Нужно кончать описывать природу раньше, чем читатель может заметить, что автор ее описывает.
У настоящего художника никогда не найдешь никакого нравоучения. «Нравоучение» у него вытекает из самого описания жизни, из подхода его к ней. Ему не нужно писать: «Как это возмутительно!» Он так опишет, что читатель возмутится как будто сам, помимо автора. А равнодушный халтурщик – для него совершенно необходим в конце «закрученный хвостик нравоучения». Иначе читатель воспримет все как раз даже наоборот. Как в известном рассказе Чехова «Без заглавия». Воротился настоятель в свой монастырь из большого города и с ужасом стал рассказывать о нечисти и разврате, царящих в городе.

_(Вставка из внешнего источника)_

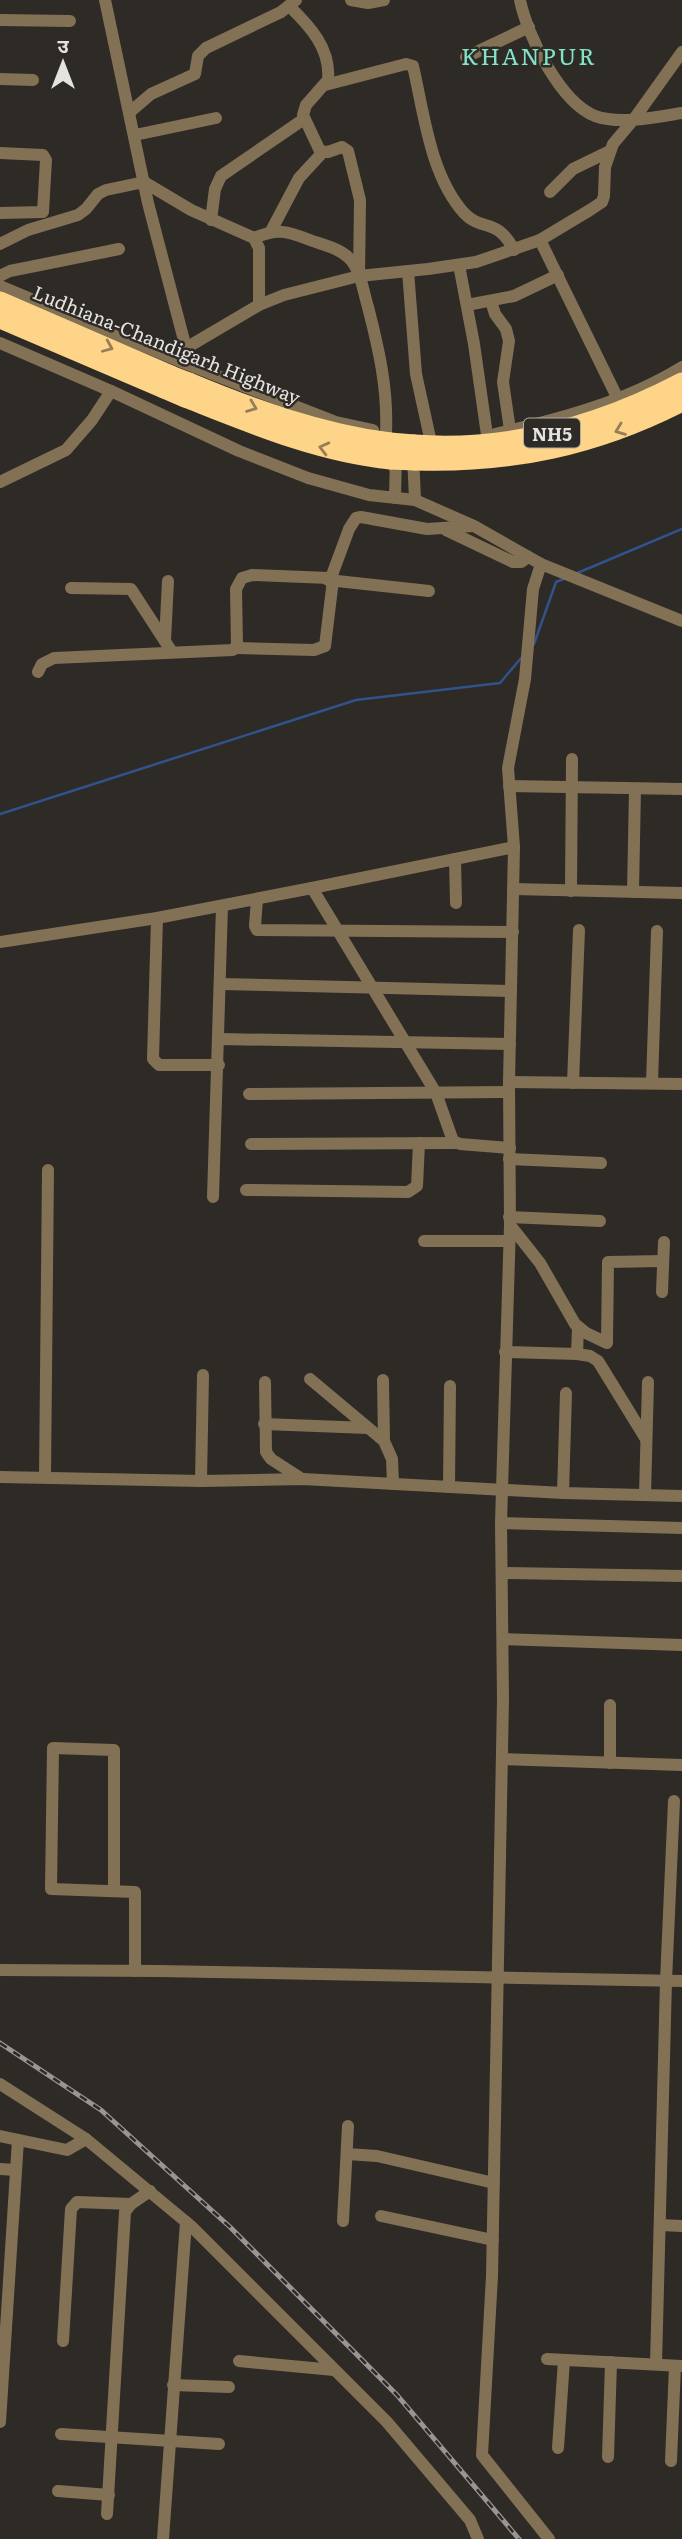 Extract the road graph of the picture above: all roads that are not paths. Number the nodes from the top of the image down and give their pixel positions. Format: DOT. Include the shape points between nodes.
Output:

– Опьяненные вином, они пели песни и смело говорили страшные, отвратительные слова, которых не решится сказать человек, боящийся бога. Безгранично свободные, бодрые, счастливые, они из боялись ни бога, ни дьявола, ни смерти, а говорила и делали все, что хотели. А вино, чистое, как янтарь, подернутое золотыми искрами, вероятно, было нестерпимо сладко и пахуче, потому что каждый пивший блаженно улыбался и хотел еще пить. На улыбку человека вино отвечало тоже улыбкой и, когда его пили, радостно искрилось, точно знало, какую дьявольскую прелесть таит оно в своей сладости!
Описав все прелести дьявола, красоту зла и пленительную грацию отвратительного женского тела, настоятель проклял дьявола и ушел в свою келью.
Удивительно ли, что наутро в монастыре не осталось ни одного монаха? Все они бежали в город.
Дворянские беллетристы шестидесятых – семидесятых годов – Болеслав Маркевич, Авсеенко, Всеволод Крестовский и пр., – когда выводили благородного дворянина, то писали о нем так:
– Погоди ж ты! – процедил князь Троекуров, побледнев.